This is a guest post by Charlie Flindt.
I can’t see what all the fuss is about; I loved 2016. The Left spent much of the year deafening us with its whining, and flooding us with its bitter tears, the Brexit vote has done marvels for my farm's bank balance after a mediocre but easy harvest, and, best of all, the Soil Association has gone completely potty.
We conventional farmers have always loved our organic brethren. We love anyone who deliberately grows less than they could be growing – it’s good for the wheat supply-and-demand, even if it is slightly morally questionable when much of the world is still hungry. We marvel at their carefully cultivated image of ‘pesticide-free’, when the truth is not quite as clear-cut as that. So when the leading lights of the Soil Association start sounding a bit bonkers in front of the media – well, it’s time to get the popcorn and enjoy the show.
Back in May, yet another report came out stating that GM food was safe. After a brief chat with a world-weary-looking pro-GM scientist, the BBC interviewed Lord Peter Melchett, the Soil Association’s policy director, who, not surprisingly, took a different view on GM’s dangers. “Just because there’s no evidence,” he said solemnly, “doesn’t mean that nothing’s happening. Now, in the country where most GM food has been eaten, there is a huge developing diet-related health crisis – in North America. I’m not saying that’s because of GM food – but you can’t tell me it’s not.”
This is remarkable and (I would suggest) somewhat contradictory logic from a man who read Law at Cambridge. I would refer M’Lud to some of the finest cover stories of the Sunday Sport in its 80s heyday: ‘B-52 Bomber Found on Moon!’ ‘Lord Lucan Seen on Shergar!’ ‘I was a nine-inch sex slave!’ ‘B-52 Bomber Now GONE From Moon!’ All must be true, according to the Soil Association’s finest legal mind, because of a lack of evidence that they’re not. I rest my case.

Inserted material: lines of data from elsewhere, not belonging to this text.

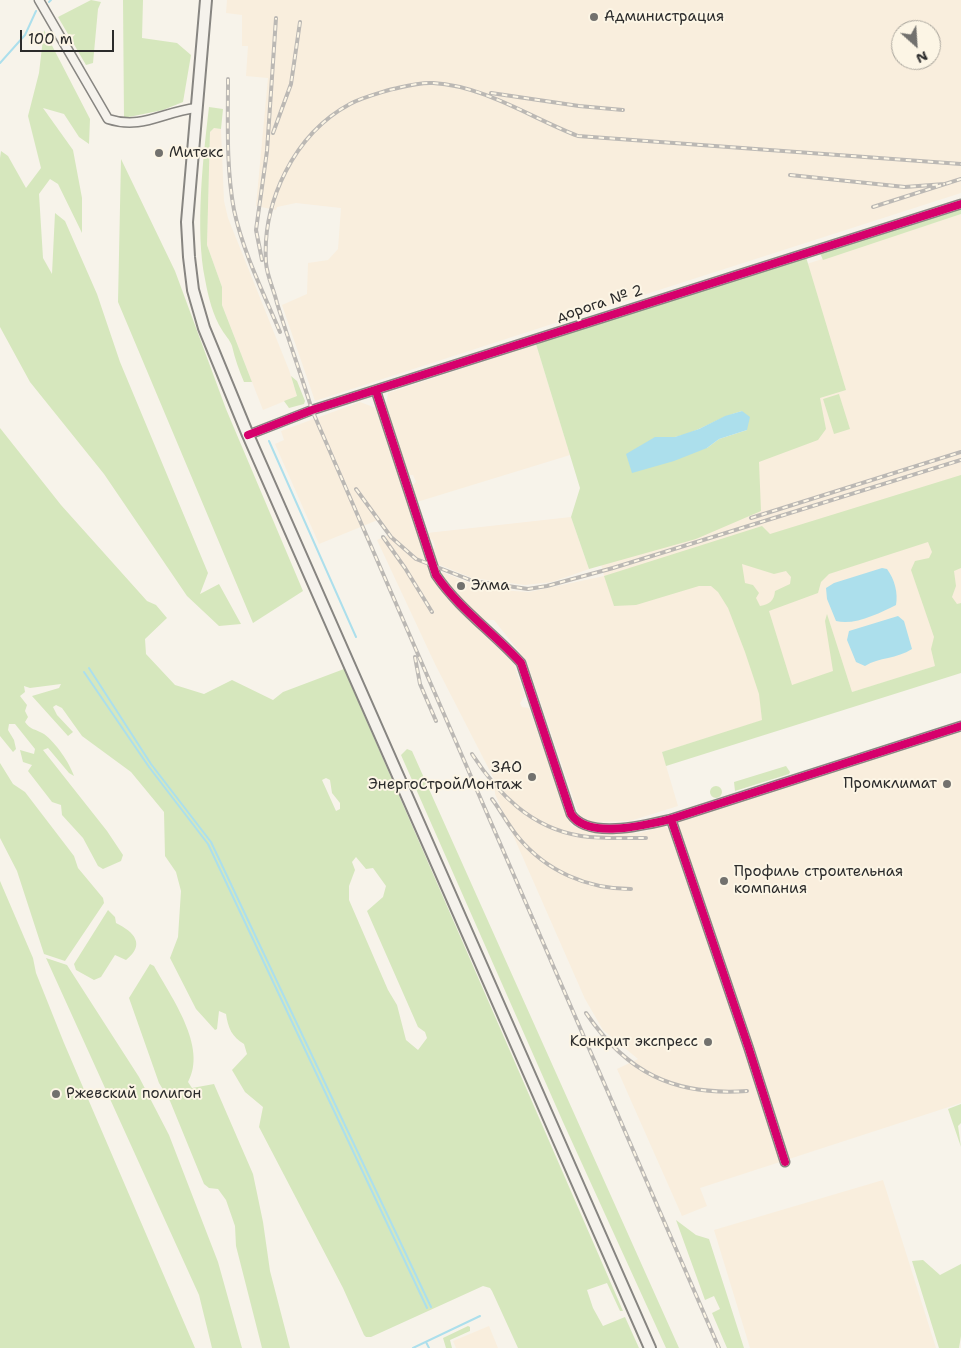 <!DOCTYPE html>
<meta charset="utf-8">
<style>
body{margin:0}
#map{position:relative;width:961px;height:1348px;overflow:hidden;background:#f7f3ea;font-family:"Shantell Sans",sans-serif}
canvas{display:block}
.north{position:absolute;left:891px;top:20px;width:50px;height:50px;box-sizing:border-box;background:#fcf5e5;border:1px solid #a8a49b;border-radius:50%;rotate:154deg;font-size:14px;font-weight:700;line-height:20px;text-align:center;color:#2b2b2b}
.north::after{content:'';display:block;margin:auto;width:18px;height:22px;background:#72716e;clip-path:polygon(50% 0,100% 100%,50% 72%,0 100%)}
.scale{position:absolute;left:20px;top:30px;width:94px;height:22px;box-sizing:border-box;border:2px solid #2b2b2b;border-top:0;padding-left:6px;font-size:15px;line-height:18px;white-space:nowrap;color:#2b2b2b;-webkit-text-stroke:4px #fcf5e5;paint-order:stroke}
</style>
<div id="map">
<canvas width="961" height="1348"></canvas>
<div class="north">N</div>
<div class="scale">100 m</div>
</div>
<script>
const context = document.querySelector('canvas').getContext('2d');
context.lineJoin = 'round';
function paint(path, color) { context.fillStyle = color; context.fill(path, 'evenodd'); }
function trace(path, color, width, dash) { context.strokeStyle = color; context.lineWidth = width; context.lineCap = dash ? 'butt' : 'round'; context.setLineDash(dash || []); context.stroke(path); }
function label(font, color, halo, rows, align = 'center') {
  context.font = font + ' "Shantell Sans",sans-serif'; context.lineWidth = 4; context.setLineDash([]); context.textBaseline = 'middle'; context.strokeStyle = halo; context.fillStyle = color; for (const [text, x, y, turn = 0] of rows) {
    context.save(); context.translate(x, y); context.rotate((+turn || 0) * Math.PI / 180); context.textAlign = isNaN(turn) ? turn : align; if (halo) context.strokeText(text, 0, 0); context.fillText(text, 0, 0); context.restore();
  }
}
paint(new Path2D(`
 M227 0H961V193L603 308 596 303 589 312 315 401 282 305 307 294 308 263 328 260 338 249 341 208 296 203 277 207 276 210 256 206 268 78 246 76 248 46H242V15L226 13ZM901 30H931V60H901Z
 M214 128 221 129 224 201 228 218 289 370 297 396 263 410 222 305V287L207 245 210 132Z
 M961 214V658L662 752 678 806 630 821 591 822 579 815 527 662 494 620H481L452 592 441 578 442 572 485 589 529 592 604 576 588 512 793 446 745 284Z
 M536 344 570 455 417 502 411 486 416 482 413 475H407L386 405 388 393Z
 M360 402 376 408 432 575 447 598 513 662 525 696 520 703 522 707 529 708 571 825 586 831 640 833 664 826 672 832 680 829 677 822 961 730V1103L700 1188 707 1206 682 1216 617 1069 638 1059 603 1030 585 999 495 794 494 779 435 664 377 540 391 534 380 519 319 544 275 444 284 440 281 431Z
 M571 517 589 569 552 582 525 585 472 578 435 563 432 549 435 547 433 540 428 538 427 533Z
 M883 1180 936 1348H750L714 1230Z
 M489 1326 498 1348H456L453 1341Z`), '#f9eedd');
paint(new Path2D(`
 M91 0 101 2 98 9 93 63 86 65 58 17Z
 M123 0H143L142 38 177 43 191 55 183 102 163 110 124 118Z
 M44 30 90 119 89 144 79 137 64 114 43 108 73 150 82 198V233L58 184 50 179 39 194 43 258 52 274 55 213 65 221 97 294 120 362 208 573 200 594 219 584 241 624 219 626 187 596 104 474 30 382 0 327V158L1 151 8 156 26 188 41 168 28 116 39 73Z
 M209 107 223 109 221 129 214 128 210 132 207 245 222 287V305L252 382H244C239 370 235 359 232 346 230 340 225 335 222 330 213 316 208 296 205 279 195 230 203 158 209 107Z
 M121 159 175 271 226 409 303 591 253 623 118 302Z
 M961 209V214L823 260 820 253Z
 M806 257 846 390 820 398 826 429 818 440 759 462 761 511 696 539 589 569 571 517 580 488 536 344ZM742 411 747 430 719 439 707 448 645 444C658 435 660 439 675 437 698 433 718 417 742 411Z
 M291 376 297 381 305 401 304 404 289 408 284 401 297 396Z
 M839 394 850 429 834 434 823 399Z
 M0 428 61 505 147 601 156 605 167 618 145 639 146 654 175 685 204 694 232 680 273 700 283 692 344 669 623 1311H620L607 1283 587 1290 593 1308 603 1326 625 1317 639 1348H518L492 1291 490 1288 483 1286 371 1337H366L364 1335 343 1288 259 1127 263 1107 245 1092 232 1070 247 1054 244 1044C232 1037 228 1028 226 1014L219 1011 217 1029 215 1030 196 1009 170 958 178 937 181 891 176 872 165 856 164 812 131 772 82 736 62 708 56 705 53 707 57 715 73 732 68 736 32 696 59 688 61 684 30 688 24 686 25 692 20 696 27 705 25 711 28 717 25 722C30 730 36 729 44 734 56 743 69 762 74 776L69 773 48 748 43 750 107 831 123 855 121 861 103 869 98 866 83 838 62 815 61 805 52 802 28 771 32 765 23 762 20 750 34 754 35 749 15 724H9L8 730 14 740 16 749 13 752 0 736ZM326 778 330 780 332 793 340 803V809L336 811 322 780ZM356 857 366 869 373 868 386 886 383 897 367 911 418 1027 425 1032 427 1038 418 1050 406 1040 397 1005 388 990 349 900V886L355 870 352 862Z
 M961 475V568L954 571 956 586 952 597 957 604 961 603V673L666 766 662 752 762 720 759 694 745 652 728 608 718 592 711 586H699L636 605 614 606 604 576 762 526 770 534ZM928 542 932 552 929 558 915 561 911 570 934 637 931 649 935 666 852 692 827 614 825 621 833 671 792 685 769 611 818 593 821 582 829 574ZM742 564 774 574 786 571 791 577 790 584 775 591C774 601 770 604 760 606L756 598 759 593 753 585 745 583Z
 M407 749 412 751 679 1348H666L563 1122 401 755Z
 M0 763 13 784 25 792 74 856 78 868 103 898 104 903 65 961 44 954 17 871 0 838Z
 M786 766 790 772 789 774 735 791 734 782Z
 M710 792a6 6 0 1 1 12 0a6 6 0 1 1-12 0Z
 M0 881 33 958 36 973 64 1043 195 1348H0Z
 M108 910 115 917 116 923C134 932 146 944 126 960L115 955 101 977 94 980 76 970 74 964Z
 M46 958 67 965 139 1077 169 1135 218 1262 242 1348H212L199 1295Z
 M150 964 154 966C171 997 208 1047 188 1082L192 1088 214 1084 253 1174 263 1222 270 1271 290 1348H262L236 1246 235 1226 226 1200 218 1189 209 1188 204 1184 170 1101 159 1083 129 998Z
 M961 1104V1123L958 1126 961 1147 948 1109Z
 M676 1220 696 1235 709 1239 744 1348H727L712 1313 720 1309 714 1296 705 1300Z
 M923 1260 940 1275 961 1264V1336L959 1348H939L912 1261Z
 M468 1326 470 1327V1331L450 1340 452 1348H446L443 1338Z`), '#d6e7bd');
paint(new Path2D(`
 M742 411 750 417 747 430 719 439 707 448 674 461 632 473 626 454 655 437H675L699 429 725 416Z
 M882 568 887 569C895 580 898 593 896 605 880 613 854 626 836 621L827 599 826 588 834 583Z
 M898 616 904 621 912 649C897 659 879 657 865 666L856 662 847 640 849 631Z`), '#acdfec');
trace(new Path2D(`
 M49 2 51 0
 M0 63 25 35 36 11
 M269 441 356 637
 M89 668 151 764 211 842 431 1307
 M84 672 149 767 208 844 427 1308
 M426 1342 429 1348
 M413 1348 480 1316`), '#acdfec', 2);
const minor = new Path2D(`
 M39 0 108 119C142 130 162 112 196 108
 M376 391 436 575C459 609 493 632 521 663L571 814C588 840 646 825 671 819L961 726
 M248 435 312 410 961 204
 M671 819 749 1049 785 1162`);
const major = new Path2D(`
 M206 0 187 222 189 257 193 290 204 328 248 435 650 1348`);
trace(minor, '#878581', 11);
trace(major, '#878581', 14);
trace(minor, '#f5f2ec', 8);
trace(major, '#f5f2ec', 10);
const rail = new Path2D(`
 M228 79C228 122 226 167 234 210 243 252 263 292 280 332
 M491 93 579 106 623 110
 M273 133 291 84 300 22
 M790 175 905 187 945 184
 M873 207 961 179
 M262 260 256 230 267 151 276 18
 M356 489 391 537 416 559 473 581 528 589 547 586 613 568 961 460
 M751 518 961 452
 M383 537 405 568 432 612
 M415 657 420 684 436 721
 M472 754C498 794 531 828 581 836 602 839 625 838 646 838
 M492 799C501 811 508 825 518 837 546 871 587 889 631 889
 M586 1013C627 1073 674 1096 747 1091
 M719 1348 312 410C301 374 288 339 277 303 274 290 267 276 266 263 262 202 294 134 350 104 361 98 376 94 389 90 403 87 418 82 433 83 485 86 531 118 578 136L961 164`);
trace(rail, '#bbb8b4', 4);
trace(rail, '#fcf5e5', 2, [5.5]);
trace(new Path2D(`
 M376 391 436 575C459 609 493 632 521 663L571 814C588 840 646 825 671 819L961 726
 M248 435 312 410 961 204
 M671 819 749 1049 785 1162`), '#d6006c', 8);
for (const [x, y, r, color] of [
 [594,17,5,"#72716e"],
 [159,153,5,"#72716e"],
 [461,586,5,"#72716e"],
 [532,777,5,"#72716e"],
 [947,784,5,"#72716e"],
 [724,881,5,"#72716e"],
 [708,1042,5,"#72716e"],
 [56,1094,5,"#72716e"]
]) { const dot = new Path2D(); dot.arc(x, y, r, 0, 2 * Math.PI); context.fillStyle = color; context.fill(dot); trace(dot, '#fcf5e5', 2); }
label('15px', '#2b2b2b', '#fcf5e5', [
 ["Администрация",604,17],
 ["Митекс",169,153],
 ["Элма",471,586],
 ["ЗАО",522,768,"right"],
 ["ЭнергоСтройМонтаж",522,785,"right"],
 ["Промклимат",937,784,"right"],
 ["Профиль строительная",734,872],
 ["компания",734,889],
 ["Конкрит экспресс",698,1042,"right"],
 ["Ржевский полигон",66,1094]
], 'left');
label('15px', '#2b2b2b', '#fcf5e5', [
 ["дорога № 2",600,304,-18]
]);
</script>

In July, the herbicide glyphosate (Roundup) came under attack again, and this time it was the Soil Association’s Helen Browning’s turn to be given the kid-glove treatment by the BBC. Countryfile allowed her free rein to demand that this vital herbicide should be banned simply because there are suggestions that it might be carcinogenic, and that the public would be happy to pay more to compensate the farmer for drying costs if pre-harvest desiccation were banned. The hilarity (and hypocrisy) of this interview stemmed from the fact that much of it was carried out over the bonnet of an aged diesel-powered Land Rover Defender. When it comes to carcinogenic emissions, there’s only one way to beat a diesel-fuelled grain dryer: you drive one of Solihull’s finest.
And then, late in the year, we had SA's astonishing Tweet. ‘Millions of farm animals are abused in the pursuit of cheap food, but there is another way...’ said the Soil Association on its Twitter feed. The resulting (and perfectly justified) outrage from non-organic livestock boys and girls was enough to prompt a letter of apology. But even that seemed to stop being an apology halfway through, and drifted off into the realms of comedic praise for Greenpeace’s intimidation of companies by staking out their HQs dressed as gorillas. Really, Ms Browning? I mean – really?
Yup, it has been a vintage year for entertainment, courtesy of the Soil Association. It’s the organic gift that goes on giving. Let’s hope they keep it up for 2017.